ライトも同じように肉に齧り付き目尻を下げ味わった。
「美味いな!」
「うん、美味しい!」
食欲に火が付いた2人は次々に肉を焼き、食らいついていく。
「モグモグ・・・ん~・・・米も欲しいな」
「そうだね。焼肉にはご飯が欲しい」
「米飯ならそこの飯盒にあるぞ」
セントラルはコンロの後ろ側に吊るされている飯盒を指す。
「おお!至れり尽くせりだな!」
シドは直ぐに飯盒の蓋を開けると、中にはしっかりと炊きあがったホカホカのご飯が入っている。
しゃもじで一回しし、器に盛りつけライトにも渡すと肉と一緒に掻き込んでいく。
程よい油を持った肉とソース、それに米の甘味が混然一体となりシドの口内を満たした。モグモグと咀嚼しながらシドは無言でウンウンと頷き、次の肉に手を伸ばす。
ライトも負けじと焼けた肉に手を伸ばし次々に胃の中に落とし込んでいった。
その様子を眺めていたセントラルが2人に声を掛ける。
「肉を焼くのはシドが担当なのか?」
2人いるのだから各々好きに焼けばいいのにとでも思ったのだろうか。
「コイツは米以外の食材に触れるのは禁止なんだ」
「・・・・・ただ焼くだけならボクでも出来ると思うよ・・・?」
ライト少しムっとしながらそう言うと、イデアは以前ライトが料理している風景を映し出す。

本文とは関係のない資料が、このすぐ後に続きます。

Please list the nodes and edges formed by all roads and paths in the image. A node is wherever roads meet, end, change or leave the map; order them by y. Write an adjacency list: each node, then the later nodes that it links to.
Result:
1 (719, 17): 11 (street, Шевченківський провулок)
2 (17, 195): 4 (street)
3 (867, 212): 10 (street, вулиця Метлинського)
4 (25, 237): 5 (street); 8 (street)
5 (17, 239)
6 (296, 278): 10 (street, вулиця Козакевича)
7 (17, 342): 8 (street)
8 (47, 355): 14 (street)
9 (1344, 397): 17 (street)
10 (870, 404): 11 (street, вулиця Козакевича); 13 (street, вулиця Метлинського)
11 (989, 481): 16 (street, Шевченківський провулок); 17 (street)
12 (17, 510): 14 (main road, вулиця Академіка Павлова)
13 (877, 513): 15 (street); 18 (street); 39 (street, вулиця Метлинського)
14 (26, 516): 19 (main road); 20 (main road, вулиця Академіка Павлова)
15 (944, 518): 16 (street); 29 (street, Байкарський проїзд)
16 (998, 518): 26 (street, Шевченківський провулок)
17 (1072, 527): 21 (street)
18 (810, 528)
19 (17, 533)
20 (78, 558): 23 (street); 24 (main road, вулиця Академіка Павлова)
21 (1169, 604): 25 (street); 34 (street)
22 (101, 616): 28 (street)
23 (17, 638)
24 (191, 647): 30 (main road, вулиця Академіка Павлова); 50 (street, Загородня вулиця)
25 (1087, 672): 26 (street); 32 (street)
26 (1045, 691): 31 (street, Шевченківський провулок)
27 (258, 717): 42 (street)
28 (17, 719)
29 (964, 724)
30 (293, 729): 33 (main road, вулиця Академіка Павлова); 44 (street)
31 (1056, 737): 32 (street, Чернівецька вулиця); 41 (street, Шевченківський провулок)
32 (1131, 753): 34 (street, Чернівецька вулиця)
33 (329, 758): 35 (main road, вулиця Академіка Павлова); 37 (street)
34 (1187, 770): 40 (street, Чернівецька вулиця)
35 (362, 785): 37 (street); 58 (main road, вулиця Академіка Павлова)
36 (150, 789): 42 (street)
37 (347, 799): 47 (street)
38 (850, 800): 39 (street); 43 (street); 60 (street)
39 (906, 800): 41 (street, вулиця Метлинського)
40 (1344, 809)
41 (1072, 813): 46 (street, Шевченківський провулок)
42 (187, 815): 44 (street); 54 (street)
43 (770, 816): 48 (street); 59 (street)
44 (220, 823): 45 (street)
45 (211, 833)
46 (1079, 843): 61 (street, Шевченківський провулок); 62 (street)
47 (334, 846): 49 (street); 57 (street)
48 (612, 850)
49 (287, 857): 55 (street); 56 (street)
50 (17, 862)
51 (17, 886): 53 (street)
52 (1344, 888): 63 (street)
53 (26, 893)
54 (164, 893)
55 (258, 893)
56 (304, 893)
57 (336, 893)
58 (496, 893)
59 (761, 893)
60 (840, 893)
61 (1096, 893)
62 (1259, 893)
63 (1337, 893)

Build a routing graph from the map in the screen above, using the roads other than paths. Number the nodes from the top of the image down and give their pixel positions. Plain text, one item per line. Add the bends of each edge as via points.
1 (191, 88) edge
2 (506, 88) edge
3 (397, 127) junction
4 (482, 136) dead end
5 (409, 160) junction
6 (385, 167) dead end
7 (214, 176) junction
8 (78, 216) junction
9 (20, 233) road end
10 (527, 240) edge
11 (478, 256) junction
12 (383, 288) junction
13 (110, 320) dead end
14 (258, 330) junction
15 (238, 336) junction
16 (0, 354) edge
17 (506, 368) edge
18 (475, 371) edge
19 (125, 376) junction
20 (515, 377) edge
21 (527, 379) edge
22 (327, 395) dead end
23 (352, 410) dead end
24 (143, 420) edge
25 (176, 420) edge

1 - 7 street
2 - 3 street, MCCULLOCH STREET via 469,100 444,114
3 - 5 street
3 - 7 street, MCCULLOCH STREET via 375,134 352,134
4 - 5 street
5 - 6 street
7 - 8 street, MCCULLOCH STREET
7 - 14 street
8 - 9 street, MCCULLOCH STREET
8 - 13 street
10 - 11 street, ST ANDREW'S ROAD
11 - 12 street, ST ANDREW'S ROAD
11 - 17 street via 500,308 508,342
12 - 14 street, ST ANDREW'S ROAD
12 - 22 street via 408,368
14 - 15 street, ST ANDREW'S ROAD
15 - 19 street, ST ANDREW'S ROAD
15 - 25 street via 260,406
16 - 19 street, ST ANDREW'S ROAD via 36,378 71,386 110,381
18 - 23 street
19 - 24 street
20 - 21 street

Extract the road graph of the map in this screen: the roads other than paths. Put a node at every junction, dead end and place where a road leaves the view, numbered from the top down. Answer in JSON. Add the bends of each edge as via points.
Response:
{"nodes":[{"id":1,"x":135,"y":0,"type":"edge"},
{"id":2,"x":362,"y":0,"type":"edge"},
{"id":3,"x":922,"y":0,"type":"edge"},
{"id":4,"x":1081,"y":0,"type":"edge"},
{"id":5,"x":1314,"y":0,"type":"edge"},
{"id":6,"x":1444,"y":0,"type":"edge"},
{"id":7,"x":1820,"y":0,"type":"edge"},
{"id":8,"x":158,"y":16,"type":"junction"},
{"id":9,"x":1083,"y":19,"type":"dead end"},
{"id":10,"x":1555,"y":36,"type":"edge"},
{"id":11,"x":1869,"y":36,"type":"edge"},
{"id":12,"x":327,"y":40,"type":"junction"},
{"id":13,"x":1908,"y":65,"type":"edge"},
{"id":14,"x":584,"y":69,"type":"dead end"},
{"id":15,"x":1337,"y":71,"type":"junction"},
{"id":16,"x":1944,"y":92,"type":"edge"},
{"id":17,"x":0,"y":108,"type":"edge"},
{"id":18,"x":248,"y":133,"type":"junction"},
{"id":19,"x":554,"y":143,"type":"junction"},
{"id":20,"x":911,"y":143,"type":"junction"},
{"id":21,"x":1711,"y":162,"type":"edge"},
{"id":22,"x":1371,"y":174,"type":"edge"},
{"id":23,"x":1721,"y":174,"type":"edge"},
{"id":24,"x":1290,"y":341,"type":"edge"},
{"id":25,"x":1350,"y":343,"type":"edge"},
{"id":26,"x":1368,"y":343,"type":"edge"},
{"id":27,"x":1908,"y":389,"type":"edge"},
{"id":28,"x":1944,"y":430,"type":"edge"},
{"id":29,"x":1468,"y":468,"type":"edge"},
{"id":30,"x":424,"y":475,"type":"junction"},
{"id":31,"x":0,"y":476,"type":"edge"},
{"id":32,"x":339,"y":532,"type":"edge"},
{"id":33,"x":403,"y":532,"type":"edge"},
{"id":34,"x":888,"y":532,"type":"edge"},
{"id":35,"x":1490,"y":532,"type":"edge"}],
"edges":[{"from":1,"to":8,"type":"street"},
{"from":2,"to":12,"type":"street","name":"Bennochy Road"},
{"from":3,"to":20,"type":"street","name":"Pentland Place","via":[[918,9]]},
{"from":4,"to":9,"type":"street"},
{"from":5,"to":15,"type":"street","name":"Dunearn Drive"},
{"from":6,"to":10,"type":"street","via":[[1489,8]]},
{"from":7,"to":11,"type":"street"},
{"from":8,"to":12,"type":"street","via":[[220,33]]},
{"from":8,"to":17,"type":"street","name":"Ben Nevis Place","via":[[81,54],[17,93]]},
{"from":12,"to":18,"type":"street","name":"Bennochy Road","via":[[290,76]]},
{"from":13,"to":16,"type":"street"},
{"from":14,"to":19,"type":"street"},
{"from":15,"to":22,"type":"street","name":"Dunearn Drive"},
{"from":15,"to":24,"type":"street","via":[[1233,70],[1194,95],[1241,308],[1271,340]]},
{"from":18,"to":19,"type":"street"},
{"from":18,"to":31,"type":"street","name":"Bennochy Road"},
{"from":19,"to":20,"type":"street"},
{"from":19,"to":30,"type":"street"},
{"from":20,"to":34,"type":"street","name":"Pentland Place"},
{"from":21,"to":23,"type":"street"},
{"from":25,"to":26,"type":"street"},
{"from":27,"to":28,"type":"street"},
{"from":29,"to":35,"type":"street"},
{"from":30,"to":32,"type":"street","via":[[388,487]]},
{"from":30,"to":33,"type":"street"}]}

そこには唯肉に焼き色をつけるという作業ですら失敗している風景が移っていた。
ライトの横に移動したイデアは<これでも大丈夫と言えますか?>とでも言いたげにライトに視線を送っていた。
それを見たライトはそれ以上反論せず、焼けた肉に手を伸ばす。
「なるほどな。中々面白いコンビの様だ」
セントラルはモリモリと食欲を発揮している2人を眺め、表情に少しだけ微笑みを浮かべていた。